# BATCH: 2 EXE nach einander ausführen



## r00k (3. Februar 2005)

HI.

 ich hoffe ihr könnt mir helfen, ich hab nicht viel zeit, aber ich muss es irgendwie hinkriegen, das ich mit einer Batch Datei 2 Exe Dateien ausführe und zwar beide nach einander.
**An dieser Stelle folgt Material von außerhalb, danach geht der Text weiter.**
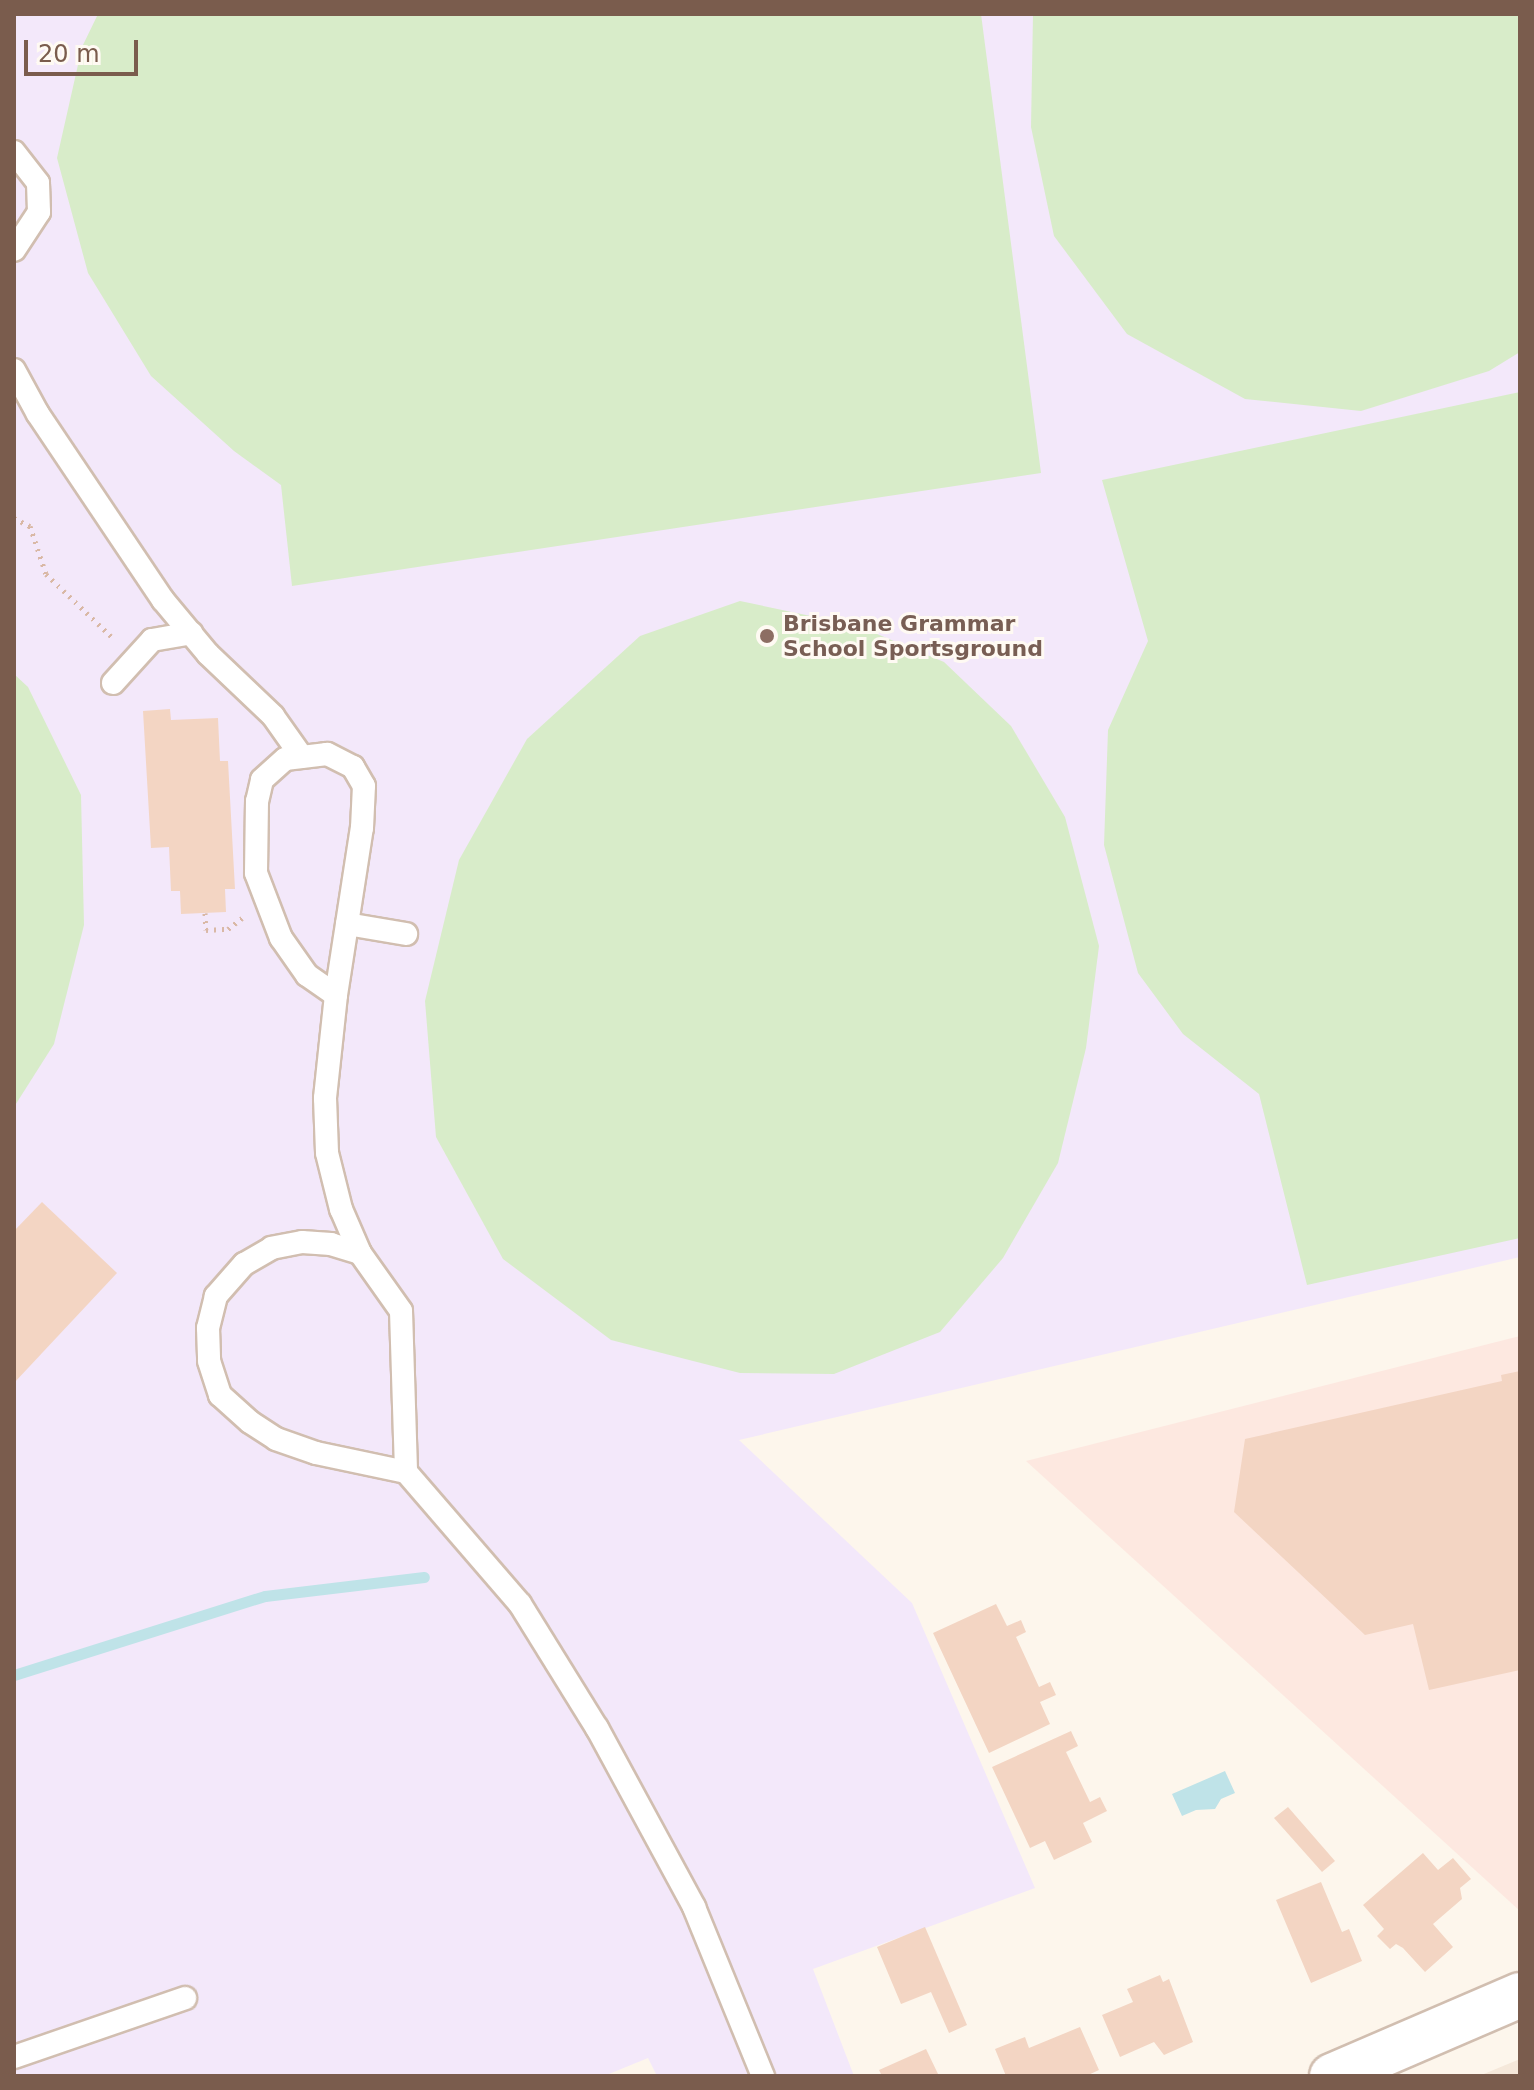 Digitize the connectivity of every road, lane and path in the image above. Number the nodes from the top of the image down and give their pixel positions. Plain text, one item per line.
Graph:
1 (14, 152) edge
2 (14, 250) edge
3 (14, 370) edge
4 (14, 518) edge
5 (191, 633) junction
6 (133, 661) junction
7 (113, 683) dead end
8 (302, 757) junction
9 (205, 913) dead end
10 (347, 924) junction
11 (228, 929) dead end
12 (406, 934) dead end
13 (336, 995) junction
14 (360, 1253) junction
15 (406, 1472) junction
16 (1520, 1995) edge
17 (185, 1998) dead end
18 (14, 2057) edge
19 (763, 2076) edge
20 (1332, 2076) edge

1 - 2 lane
3 - 5 lane
4 - 6 path
5 - 6 lane
5 - 8 lane
6 - 7 lane
8 - 10 lane
8 - 13 lane
9 - 11 path
10 - 12 lane
10 - 13 lane
13 - 14 lane
14 - 15 lane
14 - 15 lane
15 - 19 lane
16 - 20 main road
17 - 18 lane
Ambesten noch, wenn dass ausführen der zweiten datei nach dem ausführen der ersten geschieht.

 thx r00k


----------



## Tobias K. (3. Februar 2005)

moin


Ich weiss es nciht mehr genau aber ich glaub du musst die Exes jeweils mit CALL aufrufen, also:

echo Start
CALL test1.exe
CALL test2.exe
echo Fertig


mfg
umbrasaxum


----------



## r00k (3. Februar 2005)

thx, aber das  nicht ...
das cmd window poppt kurz auf aber nichts passiert


----------



## torsch2711 (3. Februar 2005)

okay versuchs mal hiermit:


echo Start
start /w <exe1>
start /w <exe2>
echo end

das start kommando mit dem schalter /w bewirkt, dass die batch datei erst weiter macht, wenn die exe1 bzw exe2 sich beendet haben.

Gruss Torsten


----------



## MCIglo (3. Februar 2005)

torsch2711 hat gesagt.:
			
		

> okay versuchs mal hiermit:
> 
> 
> echo Start
> ...



Das gleiche dürfte IMO folgender Code bewirken:

```
CLS
echo Start
1.exe
2.exe
echo Stop
```


----------



## r00k (3. Februar 2005)

> echo Start
> start /w <exe1>
> start /w <exe2>
> echo end
> ...


 
 vielen dank, das war genau das  wonach ich geuscht habe ... grüß r00k


----------